Both wealth AND education directly cause health (they both appear in the formula for health). Wealth is a confounder of the education-health relationship because it causes both education AND health independently. **(b)** No. Part of the education-health correlation is due to the *direct* effect of education on health (the `0.3 * education` term). But part is due to confounding through wealth: wealth causes both higher education AND better health, inflating the apparent relationship between education and health. **(c)** You would compute the partial correlation between education and health, controlling for wealth.
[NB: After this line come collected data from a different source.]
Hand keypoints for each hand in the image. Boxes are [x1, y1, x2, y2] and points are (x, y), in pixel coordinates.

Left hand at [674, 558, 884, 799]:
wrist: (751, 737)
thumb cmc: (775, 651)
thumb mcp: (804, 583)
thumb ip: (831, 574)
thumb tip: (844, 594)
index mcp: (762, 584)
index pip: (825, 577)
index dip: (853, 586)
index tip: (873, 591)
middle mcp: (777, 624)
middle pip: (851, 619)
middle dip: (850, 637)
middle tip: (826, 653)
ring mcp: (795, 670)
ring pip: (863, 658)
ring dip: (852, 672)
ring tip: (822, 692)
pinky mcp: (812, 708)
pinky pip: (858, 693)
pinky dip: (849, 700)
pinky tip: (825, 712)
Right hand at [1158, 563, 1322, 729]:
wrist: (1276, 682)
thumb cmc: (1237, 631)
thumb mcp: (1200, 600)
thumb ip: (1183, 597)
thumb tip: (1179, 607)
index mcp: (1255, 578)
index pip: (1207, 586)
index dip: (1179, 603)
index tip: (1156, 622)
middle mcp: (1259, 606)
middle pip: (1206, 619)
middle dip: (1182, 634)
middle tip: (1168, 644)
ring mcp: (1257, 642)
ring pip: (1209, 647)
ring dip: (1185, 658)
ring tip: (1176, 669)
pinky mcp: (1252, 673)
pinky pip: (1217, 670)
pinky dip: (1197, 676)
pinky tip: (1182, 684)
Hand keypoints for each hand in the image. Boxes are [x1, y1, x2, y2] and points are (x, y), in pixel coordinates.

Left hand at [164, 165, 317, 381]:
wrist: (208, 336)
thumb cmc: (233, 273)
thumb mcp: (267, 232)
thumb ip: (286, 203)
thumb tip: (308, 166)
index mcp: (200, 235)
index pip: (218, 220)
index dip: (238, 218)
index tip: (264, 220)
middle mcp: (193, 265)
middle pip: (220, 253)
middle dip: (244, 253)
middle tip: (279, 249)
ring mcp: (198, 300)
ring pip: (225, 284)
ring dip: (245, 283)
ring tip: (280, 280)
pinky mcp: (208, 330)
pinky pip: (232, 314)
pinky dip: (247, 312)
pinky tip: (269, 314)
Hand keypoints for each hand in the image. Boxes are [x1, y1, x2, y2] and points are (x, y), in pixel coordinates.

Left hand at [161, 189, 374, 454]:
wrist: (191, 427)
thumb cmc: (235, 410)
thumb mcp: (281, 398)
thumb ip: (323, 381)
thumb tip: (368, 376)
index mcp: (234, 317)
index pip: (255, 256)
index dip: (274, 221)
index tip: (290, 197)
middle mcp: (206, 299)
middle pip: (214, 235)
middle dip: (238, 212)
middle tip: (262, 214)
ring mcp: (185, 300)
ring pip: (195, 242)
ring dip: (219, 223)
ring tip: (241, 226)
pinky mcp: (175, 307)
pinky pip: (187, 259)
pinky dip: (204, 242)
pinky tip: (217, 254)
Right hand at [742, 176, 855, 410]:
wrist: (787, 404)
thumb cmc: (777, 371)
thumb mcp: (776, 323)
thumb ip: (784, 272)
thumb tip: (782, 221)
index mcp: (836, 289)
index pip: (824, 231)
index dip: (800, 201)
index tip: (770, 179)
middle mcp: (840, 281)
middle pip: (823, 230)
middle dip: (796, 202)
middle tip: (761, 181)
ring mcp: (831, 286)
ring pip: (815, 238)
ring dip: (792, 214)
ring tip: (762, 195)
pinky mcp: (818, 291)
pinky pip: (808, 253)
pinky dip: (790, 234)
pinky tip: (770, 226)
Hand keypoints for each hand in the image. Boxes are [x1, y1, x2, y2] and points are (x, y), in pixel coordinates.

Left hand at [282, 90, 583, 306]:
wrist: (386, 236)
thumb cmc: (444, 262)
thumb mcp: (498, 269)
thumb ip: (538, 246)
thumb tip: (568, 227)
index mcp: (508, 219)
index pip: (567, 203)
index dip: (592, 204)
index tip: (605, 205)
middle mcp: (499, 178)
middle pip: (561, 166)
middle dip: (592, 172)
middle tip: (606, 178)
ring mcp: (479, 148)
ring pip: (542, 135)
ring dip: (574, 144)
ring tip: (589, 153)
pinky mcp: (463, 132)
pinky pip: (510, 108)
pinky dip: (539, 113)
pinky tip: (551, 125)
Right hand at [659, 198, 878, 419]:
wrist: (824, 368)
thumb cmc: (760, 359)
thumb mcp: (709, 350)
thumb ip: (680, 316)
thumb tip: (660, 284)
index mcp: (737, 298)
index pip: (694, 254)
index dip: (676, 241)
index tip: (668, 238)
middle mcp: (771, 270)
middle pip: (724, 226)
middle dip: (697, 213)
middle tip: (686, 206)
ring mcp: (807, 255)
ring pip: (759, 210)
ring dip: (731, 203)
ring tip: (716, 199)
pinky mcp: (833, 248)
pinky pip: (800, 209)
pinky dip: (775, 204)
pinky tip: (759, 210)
This can be done by regressing both education and health on wealth, taking the residuals, and computing the correlation between the residuals. **(d)** **Smaller.** Controlling for wealth removes the confounding component of the correlation. The remaining correlation would reflect only the direct effect of education on health (from the `0.3 * education` term), which is a smaller portion of the total association.